:: YOUR INSTRUCTIONS ::
Find every line in the records below that holds the word "dead", and copy it out.
[MATERIALS PROVIDED — start]
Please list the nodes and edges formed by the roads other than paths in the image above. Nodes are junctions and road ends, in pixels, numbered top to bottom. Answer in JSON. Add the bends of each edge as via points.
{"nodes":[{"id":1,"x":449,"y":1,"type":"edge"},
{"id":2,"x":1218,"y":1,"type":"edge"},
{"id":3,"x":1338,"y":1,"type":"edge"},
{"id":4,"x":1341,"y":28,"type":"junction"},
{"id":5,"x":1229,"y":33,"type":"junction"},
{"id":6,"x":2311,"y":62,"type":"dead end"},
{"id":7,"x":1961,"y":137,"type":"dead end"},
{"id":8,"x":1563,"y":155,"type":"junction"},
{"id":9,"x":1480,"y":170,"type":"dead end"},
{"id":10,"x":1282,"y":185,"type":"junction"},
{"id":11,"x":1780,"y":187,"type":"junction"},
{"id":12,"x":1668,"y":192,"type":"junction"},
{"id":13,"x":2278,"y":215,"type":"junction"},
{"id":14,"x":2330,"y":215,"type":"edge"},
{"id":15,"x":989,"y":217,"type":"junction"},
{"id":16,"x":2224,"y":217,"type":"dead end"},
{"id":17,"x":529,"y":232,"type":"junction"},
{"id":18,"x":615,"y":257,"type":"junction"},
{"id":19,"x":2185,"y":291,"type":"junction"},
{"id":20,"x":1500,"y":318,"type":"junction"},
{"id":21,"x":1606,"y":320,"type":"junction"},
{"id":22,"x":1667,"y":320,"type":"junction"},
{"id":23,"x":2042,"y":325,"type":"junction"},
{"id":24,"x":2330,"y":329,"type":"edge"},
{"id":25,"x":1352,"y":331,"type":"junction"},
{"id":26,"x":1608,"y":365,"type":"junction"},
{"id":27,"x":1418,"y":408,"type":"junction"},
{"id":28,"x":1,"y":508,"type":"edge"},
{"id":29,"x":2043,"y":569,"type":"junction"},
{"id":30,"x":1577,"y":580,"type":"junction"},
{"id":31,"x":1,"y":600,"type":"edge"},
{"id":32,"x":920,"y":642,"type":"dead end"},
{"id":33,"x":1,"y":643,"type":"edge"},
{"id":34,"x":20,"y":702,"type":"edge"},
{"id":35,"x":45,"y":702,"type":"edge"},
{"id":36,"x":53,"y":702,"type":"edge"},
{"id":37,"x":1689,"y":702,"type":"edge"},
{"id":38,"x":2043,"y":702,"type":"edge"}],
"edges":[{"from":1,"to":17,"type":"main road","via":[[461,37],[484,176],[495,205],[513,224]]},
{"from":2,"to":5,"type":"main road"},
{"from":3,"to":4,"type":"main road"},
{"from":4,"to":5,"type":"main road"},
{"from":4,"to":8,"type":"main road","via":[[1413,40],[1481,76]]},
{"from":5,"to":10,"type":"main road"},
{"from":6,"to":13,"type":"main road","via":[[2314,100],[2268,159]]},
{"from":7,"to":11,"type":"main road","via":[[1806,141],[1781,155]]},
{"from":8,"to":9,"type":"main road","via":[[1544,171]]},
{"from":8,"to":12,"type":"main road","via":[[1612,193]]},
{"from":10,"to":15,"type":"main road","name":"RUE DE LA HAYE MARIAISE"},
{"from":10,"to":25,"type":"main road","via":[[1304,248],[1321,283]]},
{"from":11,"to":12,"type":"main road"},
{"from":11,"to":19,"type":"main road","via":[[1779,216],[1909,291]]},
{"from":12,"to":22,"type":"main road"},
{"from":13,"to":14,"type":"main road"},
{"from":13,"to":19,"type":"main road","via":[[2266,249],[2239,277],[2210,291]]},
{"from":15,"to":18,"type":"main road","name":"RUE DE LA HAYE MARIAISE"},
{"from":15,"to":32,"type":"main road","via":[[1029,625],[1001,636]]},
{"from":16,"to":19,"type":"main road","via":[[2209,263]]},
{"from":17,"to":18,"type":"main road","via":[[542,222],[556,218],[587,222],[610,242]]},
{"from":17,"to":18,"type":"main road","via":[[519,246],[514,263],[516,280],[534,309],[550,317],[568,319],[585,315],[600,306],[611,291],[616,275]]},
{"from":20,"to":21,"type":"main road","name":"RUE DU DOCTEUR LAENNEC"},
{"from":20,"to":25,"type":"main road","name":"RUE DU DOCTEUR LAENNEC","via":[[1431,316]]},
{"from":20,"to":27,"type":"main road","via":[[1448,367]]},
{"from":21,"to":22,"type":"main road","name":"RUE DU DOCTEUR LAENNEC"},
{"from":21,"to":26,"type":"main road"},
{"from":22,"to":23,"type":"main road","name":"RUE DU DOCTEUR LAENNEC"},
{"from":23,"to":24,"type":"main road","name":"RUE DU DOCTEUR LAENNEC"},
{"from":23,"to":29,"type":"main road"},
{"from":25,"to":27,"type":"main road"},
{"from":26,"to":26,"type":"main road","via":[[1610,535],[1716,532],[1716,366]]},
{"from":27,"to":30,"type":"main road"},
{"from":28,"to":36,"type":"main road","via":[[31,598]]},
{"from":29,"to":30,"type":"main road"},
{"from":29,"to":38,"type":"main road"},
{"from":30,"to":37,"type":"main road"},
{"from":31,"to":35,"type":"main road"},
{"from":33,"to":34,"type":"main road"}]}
[MATERIALS PROVIDED — finish]
:: EXPECTED ANSWER ::
{"id":6,"x":2311,"y":62,"type":"dead end"},
{"id":7,"x":1961,"y":137,"type":"dead end"},
{"id":9,"x":1480,"y":170,"type":"dead end"},
{"id":16,"x":2224,"y":217,"type":"dead end"},
{"id":32,"x":920,"y":642,"type":"dead end"},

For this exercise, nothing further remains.